(Beginning of Provided information)

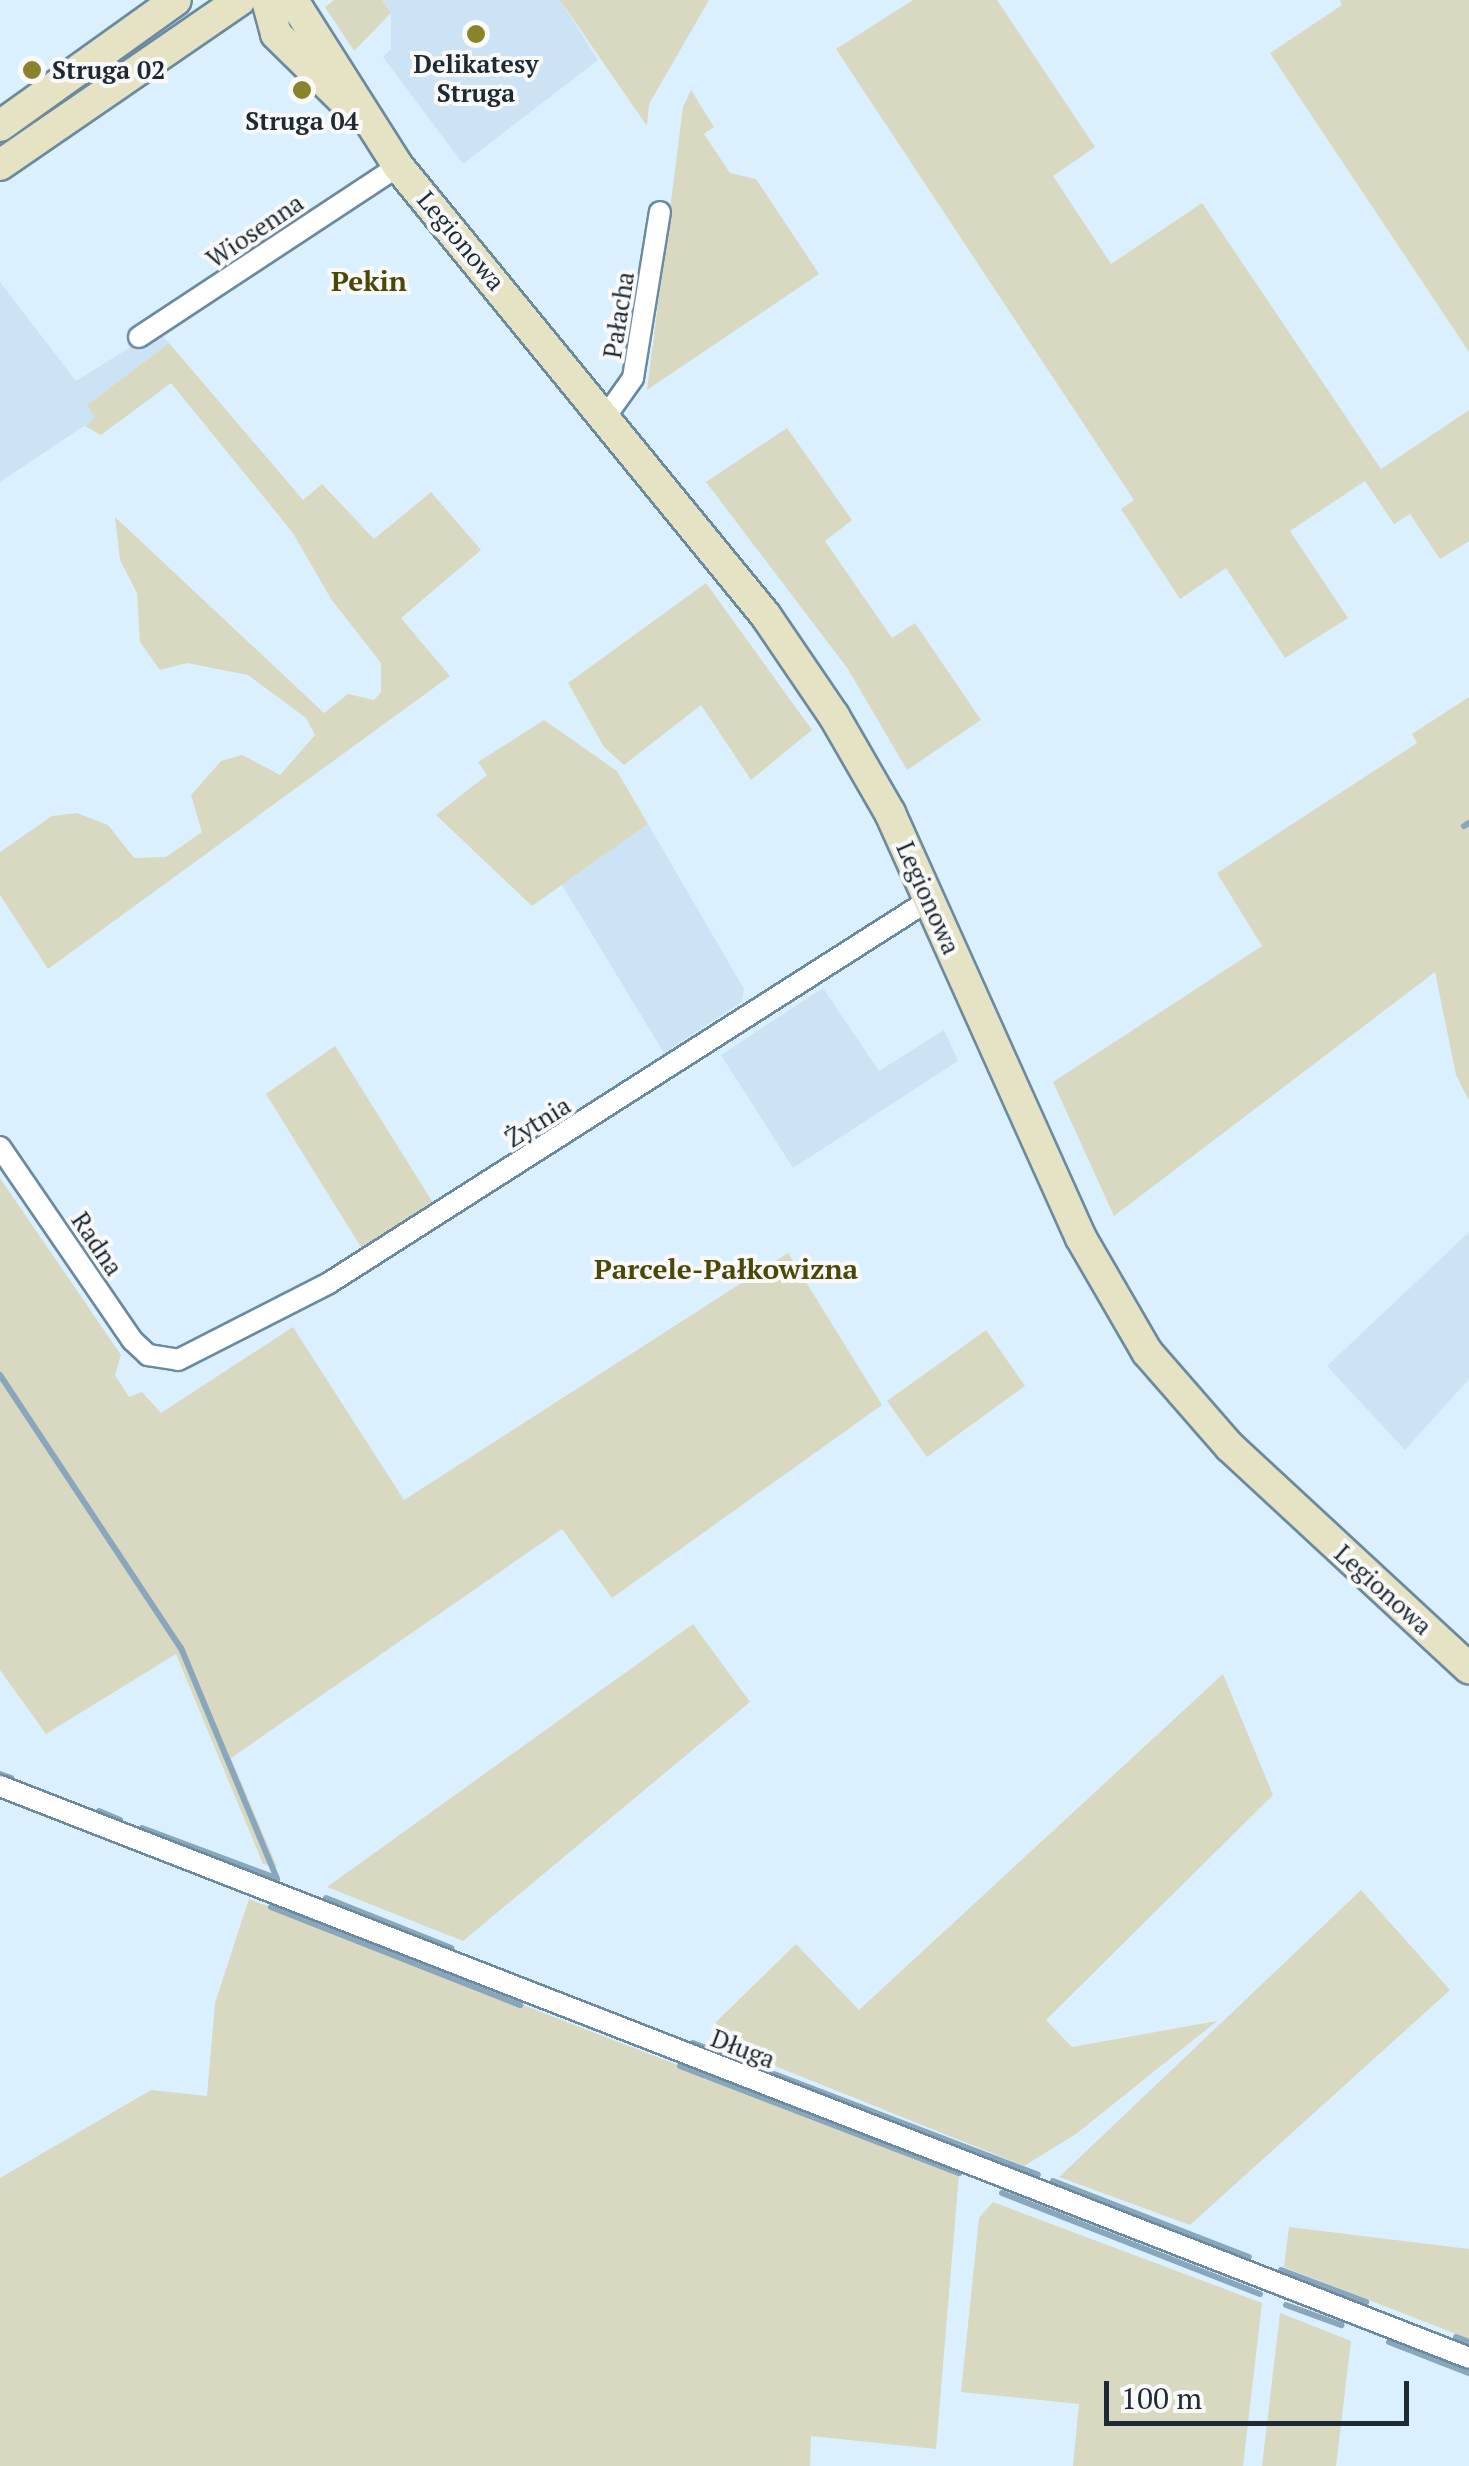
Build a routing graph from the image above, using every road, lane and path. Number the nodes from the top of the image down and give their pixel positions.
1 (176, 0) edge
2 (240, 0) edge
3 (267, 0) edge
4 (286, 0) edge
5 (370, 125) junction
6 (0, 126) edge
7 (0, 165) edge
8 (398, 166) junction
9 (660, 212) dead end
10 (139, 337) dead end
11 (606, 416) junction
12 (929, 900) junction
13 (0, 1147) edge
14 (160, 1360) joint
15 (1469, 1668) edge
16 (0, 1786) edge
17 (1469, 2358) edge

1 - 6 main road
2 - 7 main road
3 - 5 main road, Legionowa
4 - 5 main road, Legionowa
5 - 8 main road, Legionowa
8 - 10 street, Wiosenna
8 - 11 main road, Legionowa
9 - 11 street, Pałacha
11 - 12 main road, Legionowa
12 - 14 street, Żytnia
12 - 15 main road, Legionowa
13 - 14 street, Radna
16 - 17 street, Długa

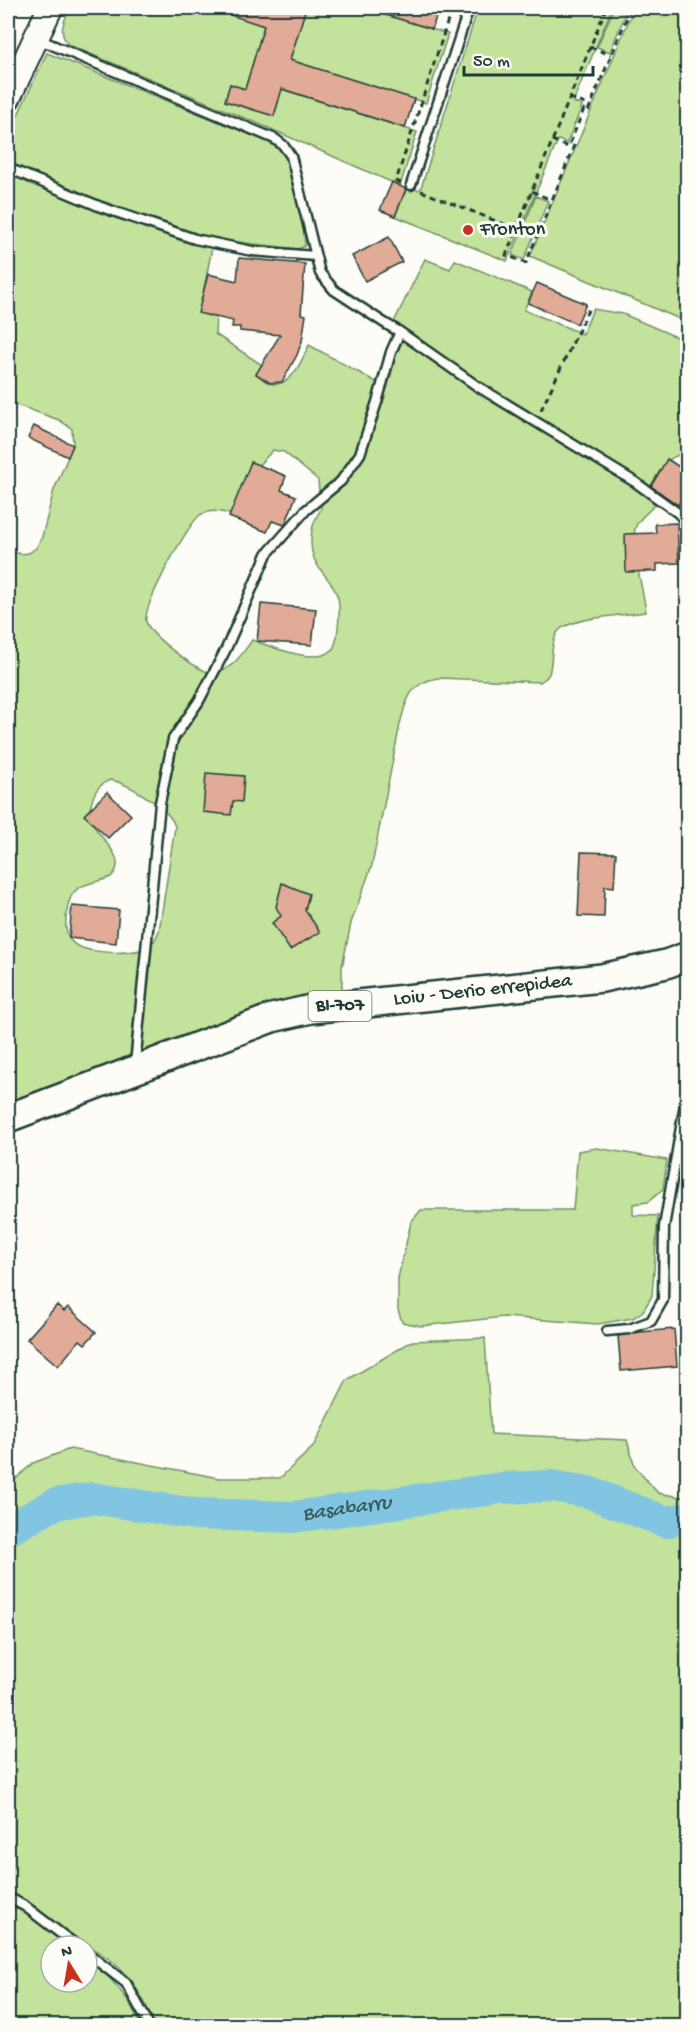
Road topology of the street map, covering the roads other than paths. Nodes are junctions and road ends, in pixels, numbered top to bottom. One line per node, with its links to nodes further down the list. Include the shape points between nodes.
1 (50, 8): 3 (street)
2 (469, 8): 6 (lane)
3 (36, 38): 4 (street); 7 (lane, via 283,145 291,156)
4 (8, 98)
5 (8, 168): 7 (lane, via 101,207 195,239 252,251)
6 (412, 187)
7 (315, 256): 8 (lane, via 320,273 334,290)
8 (400, 332): 9 (lane, via 477,386 635,482); 11 (lane, via 360,454 341,481 306,510 267,554 226,650 173,739 160,803)
9 (687, 524)
10 (687, 956): 11 (main road, Loiu - Derio errepidea / BI-707, via 602,978 311,1009 272,1018)
11 (134, 1069): 13 (main road, Loiu - Derio errepidea / BI-707)
12 (687, 1086): 14 (lane, via 664,1227 663,1300 651,1321)
13 (8, 1118)
14 (607, 1331)
15 (8, 1898): 16 (lane)
16 (61, 1934)
17 (99, 1962): 18 (lane, via 126,1983)
18 (147, 2025)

(End of Provided information)

● Work order: Copy the preceding data in full and word for word, dropping its pictures.

● Final answer:
Build a routing graph from the image above, using every road, lane and path. Number the nodes from the top of the image down and give their pixel positions.
1 (176, 0) edge
2 (240, 0) edge
3 (267, 0) edge
4 (286, 0) edge
5 (370, 125) junction
6 (0, 126) edge
7 (0, 165) edge
8 (398, 166) junction
9 (660, 212) dead end
10 (139, 337) dead end
11 (606, 416) junction
12 (929, 900) junction
13 (0, 1147) edge
14 (160, 1360) joint
15 (1469, 1668) edge
16 (0, 1786) edge
17 (1469, 2358) edge

1 - 6 main road
2 - 7 main road
3 - 5 main road, Legionowa
4 - 5 main road, Legionowa
5 - 8 main road, Legionowa
8 - 10 street, Wiosenna
8 - 11 main road, Legionowa
9 - 11 street, Pałacha
11 - 12 main road, Legionowa
12 - 14 street, Żytnia
12 - 15 main road, Legionowa
13 - 14 street, Radna
16 - 17 street, Długa

Road topology of the street map, covering the roads other than paths. Nodes are junctions and road ends, in pixels, numbered top to bottom. One line per node, with its links to nodes further down the list. Include the shape points between nodes.
1 (50, 8): 3 (street)
2 (469, 8): 6 (lane)
3 (36, 38): 4 (street); 7 (lane, via 283,145 291,156)
4 (8, 98)
5 (8, 168): 7 (lane, via 101,207 195,239 252,251)
6 (412, 187)
7 (315, 256): 8 (lane, via 320,273 334,290)
8 (400, 332): 9 (lane, via 477,386 635,482); 11 (lane, via 360,454 341,481 306,510 267,554 226,650 173,739 160,803)
9 (687, 524)
10 (687, 956): 11 (main road, Loiu - Derio errepidea / BI-707, via 602,978 311,1009 272,1018)
11 (134, 1069): 13 (main road, Loiu - Derio errepidea / BI-707)
12 (687, 1086): 14 (lane, via 664,1227 663,1300 651,1321)
13 (8, 1118)
14 (607, 1331)
15 (8, 1898): 16 (lane)
16 (61, 1934)
17 (99, 1962): 18 (lane, via 126,1983)
18 (147, 2025)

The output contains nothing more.